Harukazu Suzuki was born in Ono, Fukui prefecture in 1960. His studies were in Pharmaceutical Sciences at Kyoto University where he received his PhD in 1988. He spent a number of years at a major Japanese pharmaceutical company before joining RIKEN’s Genomic Sciences Center in 1998 as a Team Leader. He became a Deputy Project Director in 2005 and Project Director in 2009. He has been a key researcher in the FANTOM consortium since its inception. He guided the FANTOM4 project as scientific coordinator and was one of the papers main authors. His focus is on leading activities for the life sciences analysis pipeline with specific emphasis on modeling of promoter-based expression.

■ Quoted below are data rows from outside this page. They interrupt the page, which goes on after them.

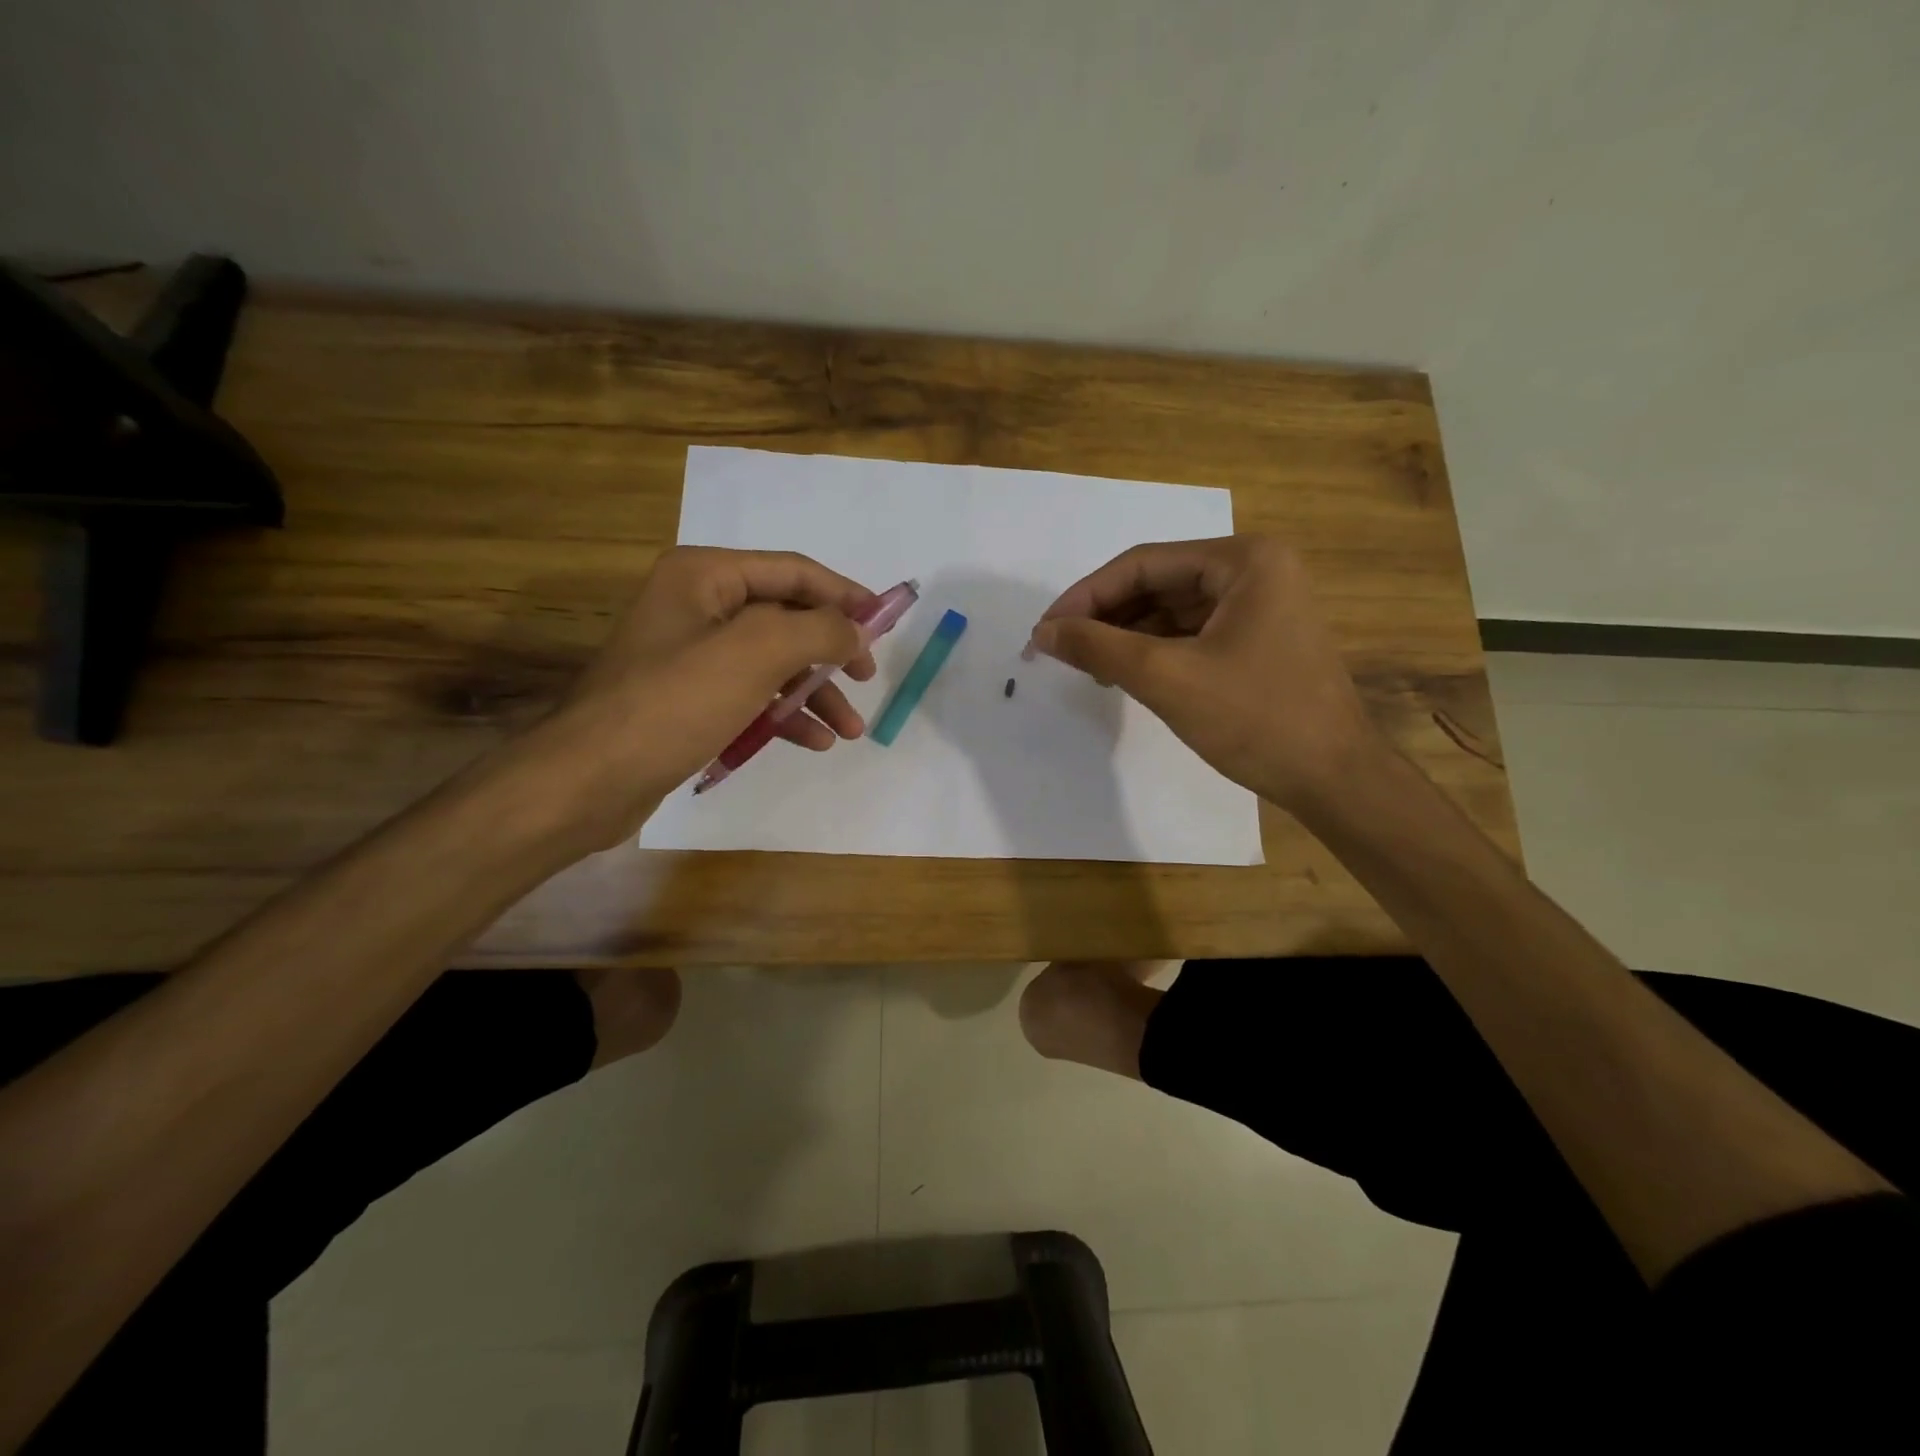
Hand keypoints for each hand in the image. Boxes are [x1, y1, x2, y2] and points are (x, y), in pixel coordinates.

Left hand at [505, 547, 878, 849]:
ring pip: (771, 662)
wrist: (590, 779)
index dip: (844, 594)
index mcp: (704, 575)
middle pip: (785, 617)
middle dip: (830, 651)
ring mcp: (690, 655)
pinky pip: (749, 695)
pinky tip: (813, 742)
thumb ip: (818, 630)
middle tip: (865, 678)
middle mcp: (696, 605)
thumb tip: (855, 630)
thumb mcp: (756, 652)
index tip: (884, 623)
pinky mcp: (687, 699)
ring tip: (849, 730)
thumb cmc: (675, 702)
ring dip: (813, 693)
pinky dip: (783, 715)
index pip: (792, 571)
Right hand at [1028, 535, 1381, 809]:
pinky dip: (1154, 650)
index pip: (1144, 564)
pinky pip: (1191, 633)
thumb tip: (1043, 633)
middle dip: (1105, 616)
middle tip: (1058, 649)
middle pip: (1158, 583)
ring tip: (1085, 665)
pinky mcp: (1258, 639)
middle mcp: (1255, 570)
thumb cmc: (1256, 719)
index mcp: (1244, 560)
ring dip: (1125, 635)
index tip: (1044, 630)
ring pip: (1172, 610)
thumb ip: (1098, 647)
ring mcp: (1260, 606)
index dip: (1086, 595)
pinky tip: (1123, 672)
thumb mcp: (1167, 678)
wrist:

Piero Carninci is the Deputy Project Director of the LSA Technology Development Group and Team Leader of the Functional Genomics Group in Omics Science Center. He was born in Trieste, Italy in 1965 and received his PhD from the University of Trieste in Biological Sciences in 1989. Upon graduation he worked in the National Laboratory of Italian Consortium for Biotechnology and for a private biotechnology venture. He joined the Genome Science Laboratory at RIKEN in April 1995 and since has published prodigiously and received numerous accolades. His work with Dr. Hayashizaki on biotin capping with cap trapper, trehalose applications, and cDNA technology is Nature Milestone 5 for DNA Technologies. In addition to his development of Cap Analysis of Gene Expression (CAGE), which has been integral to the success of the FANTOM projects, he is highly sought after as a world authority on non-coding RNA (see Nature, 19 February 2009) and most recently on repetitive-element associated transcription start sites.